Special agents with the FBI, IRS and Department of Homeland Security declined to elaborate on the charges at an afternoon news conference. They would not explain, for instance, why the foreign traveler sought quicker screenings, but acting U.S. Attorney William Fitzpatrick of New Jersey said no security measures had been thwarted. His office supervised the case given Williams’ work ties to Justice Department officials in Philadelphia.
Williams failed to disclose five sources of income and 89 gifts on financial statements from 2010 through 2015 and omitted 10 items on an amended statement. The gifts also included sideline passes for Philadelphia Eagles games for several years, nearly $21,000 in free airfare, a free roof, and a $6,500 Rolex watch from a girlfriend.
At the same time, he led a high-profile prosecution of Philadelphia lawmakers who had taken cash or jewelry, valued at perhaps a few thousand dollars, from an informant.
“My poor judgment caused distractions, and made the already difficult job of my … staff even more difficult,” Williams said.

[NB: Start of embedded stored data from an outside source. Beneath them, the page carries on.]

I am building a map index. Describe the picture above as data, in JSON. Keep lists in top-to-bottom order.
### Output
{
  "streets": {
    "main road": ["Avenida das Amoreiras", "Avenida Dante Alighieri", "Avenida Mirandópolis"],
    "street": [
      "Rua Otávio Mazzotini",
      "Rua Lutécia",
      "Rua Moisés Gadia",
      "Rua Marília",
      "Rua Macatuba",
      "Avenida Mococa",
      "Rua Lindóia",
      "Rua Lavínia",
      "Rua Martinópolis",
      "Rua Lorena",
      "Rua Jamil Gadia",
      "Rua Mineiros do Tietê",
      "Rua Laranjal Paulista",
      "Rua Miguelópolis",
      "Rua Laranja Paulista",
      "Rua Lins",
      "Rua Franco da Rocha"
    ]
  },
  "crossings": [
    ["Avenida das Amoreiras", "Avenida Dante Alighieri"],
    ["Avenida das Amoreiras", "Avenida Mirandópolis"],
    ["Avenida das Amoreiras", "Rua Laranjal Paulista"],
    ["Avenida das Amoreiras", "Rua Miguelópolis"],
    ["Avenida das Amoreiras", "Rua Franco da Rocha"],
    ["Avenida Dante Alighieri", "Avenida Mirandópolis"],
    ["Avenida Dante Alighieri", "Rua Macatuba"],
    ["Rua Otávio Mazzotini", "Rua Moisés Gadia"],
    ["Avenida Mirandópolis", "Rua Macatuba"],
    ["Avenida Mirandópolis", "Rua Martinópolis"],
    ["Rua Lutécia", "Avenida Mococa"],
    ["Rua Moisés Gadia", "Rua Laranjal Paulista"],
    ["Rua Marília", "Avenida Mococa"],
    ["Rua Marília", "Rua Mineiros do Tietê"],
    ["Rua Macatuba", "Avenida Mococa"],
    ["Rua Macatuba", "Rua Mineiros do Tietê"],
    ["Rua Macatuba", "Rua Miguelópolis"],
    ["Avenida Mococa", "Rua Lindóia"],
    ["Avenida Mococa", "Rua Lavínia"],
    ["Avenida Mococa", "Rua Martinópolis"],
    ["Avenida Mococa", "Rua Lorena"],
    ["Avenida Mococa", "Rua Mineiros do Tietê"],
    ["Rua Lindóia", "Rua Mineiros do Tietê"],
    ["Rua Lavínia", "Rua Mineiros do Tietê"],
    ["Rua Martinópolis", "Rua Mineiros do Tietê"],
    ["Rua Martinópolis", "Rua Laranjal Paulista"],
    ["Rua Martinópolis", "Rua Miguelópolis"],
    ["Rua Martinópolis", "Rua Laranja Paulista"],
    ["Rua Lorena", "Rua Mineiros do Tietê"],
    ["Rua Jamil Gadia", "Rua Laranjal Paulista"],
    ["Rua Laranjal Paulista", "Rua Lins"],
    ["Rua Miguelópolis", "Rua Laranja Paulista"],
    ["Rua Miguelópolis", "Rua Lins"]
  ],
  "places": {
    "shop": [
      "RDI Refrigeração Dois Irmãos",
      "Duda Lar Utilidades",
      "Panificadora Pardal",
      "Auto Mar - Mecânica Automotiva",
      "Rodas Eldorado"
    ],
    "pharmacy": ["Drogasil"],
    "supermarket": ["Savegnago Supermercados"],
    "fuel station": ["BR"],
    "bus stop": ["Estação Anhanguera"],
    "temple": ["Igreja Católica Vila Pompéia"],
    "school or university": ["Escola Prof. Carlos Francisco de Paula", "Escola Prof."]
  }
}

During his seven-year tenure, his office filed the first charges against several Roman Catholic priests and earned a trial conviction against the first U.S. church official ever charged over the handling of priest sex-abuse complaints. The conviction has since been overturned, although the official served nearly three years in prison.
State laws require public officials to file annual reports and list gifts over $250. City officials cannot take anything worth more than $99 from anyone with an interest in any “official action.” Federal bribery laws typically involve a “quid pro quo,” or evidence the person got something in exchange for the gift.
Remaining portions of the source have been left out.